Cairo, Egypt – An Egyptian sheikh linked with a group devoted to the spread of Islam has been jailed without charges for nearly eight months on suspicion of committing blasphemy against Islam.
Arrested at his trading office on April 6, Bahaa el-Din Ahmed Hussein Mohammed el-Akkad was first detained at the Doqqi State Security Prison in Cairo. When El-Akkad’s wife inquired there about him, officials denied he was imprisoned there and refused any access to him.
Six weeks later he was transferred to Cairo’s Tora Mazraa Prison, where he has been incarcerated ever since.
El-Akkad, 56, became a sheikh (Muslim religious leader), during many years as a member of Tabligh and Da’wah, a fundamentalist Islamic group. Although the group is active in teaching and spreading Islam to non-Muslims, it is strictly opposed to violence.
After Egyptian lawyer Athanasius William took on El-Akkad’s case last May, he was permitted to attend his client’s interrogation sessions with the State Security Investigation (SSI) and the prosecutor’s office.
The line of questioning followed by El-Akkad’s interrogators indicated that blasphemy, or defaming Islam, was the main accusation against him, William said.
The sheikh’s family, now allowed to visit him weekly at Tora Mazraa Prison, confirmed to Compass that he is jailed there in Cell 2 with other political prisoners, the majority of them from extreme Islamist groups. Since most face charges of violence against the state, “His case is very different from theirs,” one relative said.
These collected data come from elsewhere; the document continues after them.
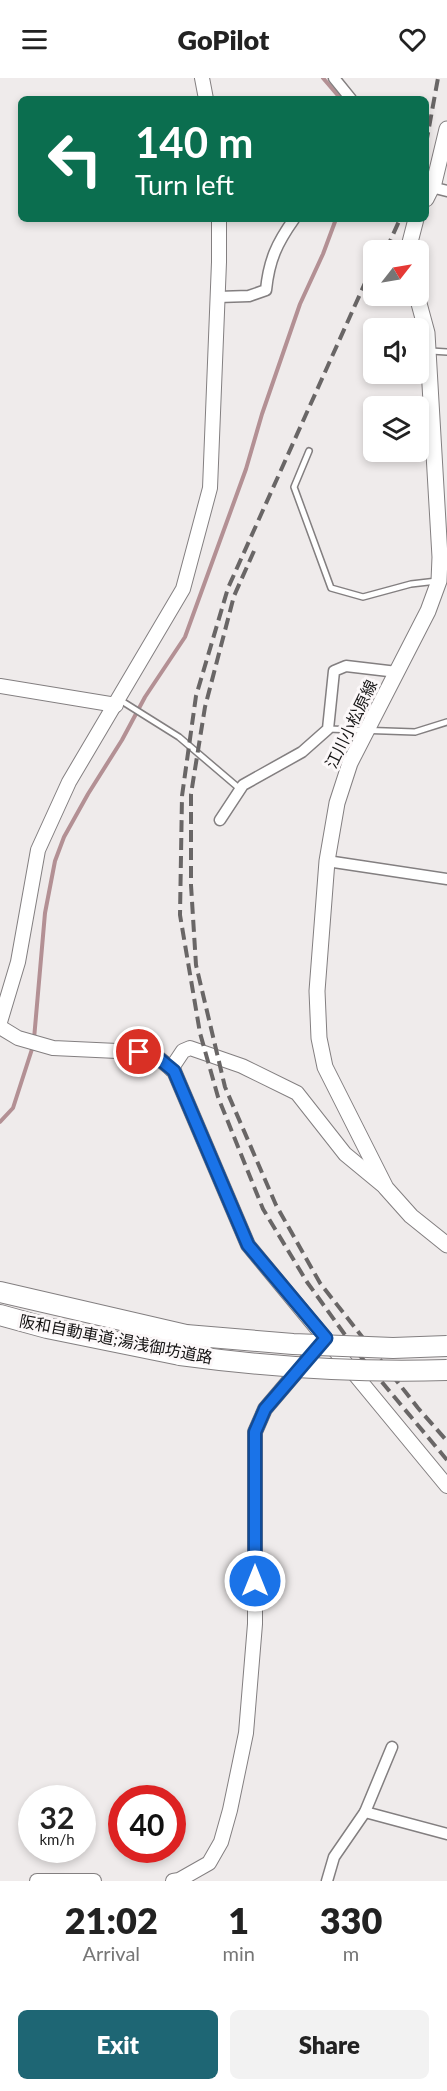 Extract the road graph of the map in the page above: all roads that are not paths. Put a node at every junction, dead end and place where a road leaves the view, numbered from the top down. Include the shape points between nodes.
1 (202, 78) edge
2 (334, 78) edge
3 (205, 96) edge
4 (349, 96) edge
5 (447, 129) edge
6 (429, 187) edge
7 (447, 191) edge
8 (219, 222) edge
9 (292, 222) edge
10 (415, 222) edge
11 (411, 240) edge
12 (218, 297) junction
13 (429, 350) edge
14 (447, 352) edge
15 (429, 382) edge
16 (309, 451) dead end
17 (439, 581) junction
18 (397, 672) junction
19 (0, 686) edge
20 (117, 702) junction
21 (447, 722) edge
22 (328, 729) junction
23 (366, 730) junction
24 (240, 789) junction
25 (220, 820) dead end
26 (327, 861) junction
27 (447, 879) edge
28 (0, 1022) edge
29 (0, 1027) edge
30 (171, 1070) junction
31 (386, 1188) junction
32 (447, 1245) edge
33 (0, 1292) edge
34 (0, 1315) edge
35 (326, 1338) junction
36 (447, 1346) edge
37 (447, 1370) edge
38 (447, 1486) edge
39 (392, 1747) dead end
40 (365, 1812) junction
41 (447, 1834) edge
42 (37, 1881) edge
43 (94, 1881) edge
44 (173, 1881) edge
45 (327, 1881) edge

1 - 3 street
2 - 4 street
5 - 6 main road
6 - 7 street
8 - 12 street
9 - 12 street via 278,242 266,290 249,296
10 - 11 main road
12 - 20 street via 210,488 183,589
13 - 14 lane
15 - 17 main road, 江川小松原線
16 - 17 lane via 294,487 331,588 363,597
17 - 18 main road, 江川小松原線
18 - 22 street via 346,666 334,671
18 - 23 main road, 江川小松原線
19 - 20 street
20 - 24 lane via 179,737
20 - 28 street via 69,782 38,850 18,962
21 - 23 lane via 415,732
22 - 23 lane
22 - 24 street via 302,752
23 - 26 main road, 江川小松原線 via 337,803
24 - 25 street
26 - 27 street
26 - 31 main road, 江川小松原線 via 317,991 319,1038 325,1067
29 - 30 street via 18,1038 53,1047 139,1052 157,1057
30 - 31 street via 190,1048 242,1066 297,1093 345,1154
30 - 35 street via 248,1245
31 - 32 main road, 江川小松原線 via 411,1216
33 - 36 highway, 阪和自動車道;湯浅御坊道路, bridge via 186,1335 303,1345
34 - 37 highway, 阪和自動車道;湯浅御坊道路, bridge via 180,1355 232,1362 331,1370
35 - 38 street
35 - 44 street via 265,1409 255,1432 255,1624 246,1733 221,1842 209,1863
39 - 40 street
40 - 41 street
40 - 45 street via 334,1857
42 - 43 street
To the family’s alarm, two other suspects arrested with him and later released have reportedly spread rumors among prisoners that El-Akkad was converting and baptizing people into Christianity. “Now everyone treats him badly,” the relative said.
So far the sheikh has suffered mostly verbal abuse over these accusations from his interrogators, prison guards and other prisoners, his family said. But in one incident reported in September, a prisoner from an extremist group attacked El-Akkad and beat him severely until other cellmates intervened.
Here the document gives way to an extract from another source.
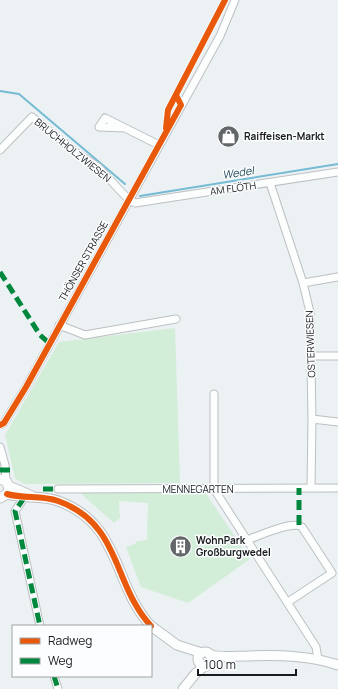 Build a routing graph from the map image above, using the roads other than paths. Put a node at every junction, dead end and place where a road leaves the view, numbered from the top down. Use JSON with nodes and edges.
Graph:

“He could easily be killed,” a member of El-Akkad’s family told Compass. “These [extremist] people are not normal. They are provoked by any word he says, so they are always trying to attack him. They could just kill him for the name of God.”
Seven years ago, El-Akkad was arrested and jailed in a case given considerable press coverage in Cairo newspapers. As the leading “emir” of a Muslim group in a mosque in Al-Haram, in the Giza area adjacent to Cairo, he had become well-known and revered by people throughout the neighborhood.
But some began to say they had seen El-Akkad in their dreams and started referring to him as Al-Mahdi, a messianic figure in Islamic writings whom many devout Muslims believe will appear at the end of time. Alarmed, the SSI arrested El-Akkad as a potential threat to public order and national security, allegedly for claiming to be a prophet.
Although the sheikh was accused of committing blasphemy under Article 98F of the Egyptian penal code, no formal verdict was ever handed down, and he was released three months later. When he was set free, authorities stated that he was not responsible for the rumors spread about him.
Murky Accusations
But concerning El-Akkad’s most recent arrest and extended detention, Egyptian media have reported nothing.
Although the sheikh is apparently again under arrest for alleged blasphemy, “There is no formal accusation against him,” his lawyer said. “In all of his interrogations, they are accusing him of saying things against the prophet Mohammed, or the Quran, or the prophet’s friends. He has never been asked if he has changed his religion.”
The sheikh was asked informally by the prosecutor whether or not he was saying his prayers and fasting during the month of Ramadan, but these conversations were not recorded in the transcript of the interrogations, his lawyer noted.
El-Akkad’s detention has been renewed every 45 days under the provisions of Egypt’s notorious Emergency Laws, which allow prosecutors and the state security police to ignore court orders and jail citizens indefinitely without charges.
When El-Akkad was finally brought to court for the first time on October 24, the presiding judge asked him what he thought about the accusation against him.
“What am I accused of?” he asked. The judge referred the question to the state prosecutor, whose response was noncommittal: “We’ll see.” Without further comment, the judge renewed the sheikh’s detention for another 45 days.
An engineer, El-Akkad was running a private trade office at the time of his arrest. With his business temporarily closed, his wife’s minimal salary at the Ministry of Health is the sole support for her and their three children. The family has been forced to move to another location, fleeing mounting rumors about the reason for his arrest.
The jailed, full-bearded sheikh is the author of one book, entitled Islam: the Religion.
“He is not a fanatic,” El-Akkad’s wife told his lawyer three months after her husband’s arrest. “He loves God and discussions about religion, and he was assisting in conferences and seminars about religion with Christians and Muslims.”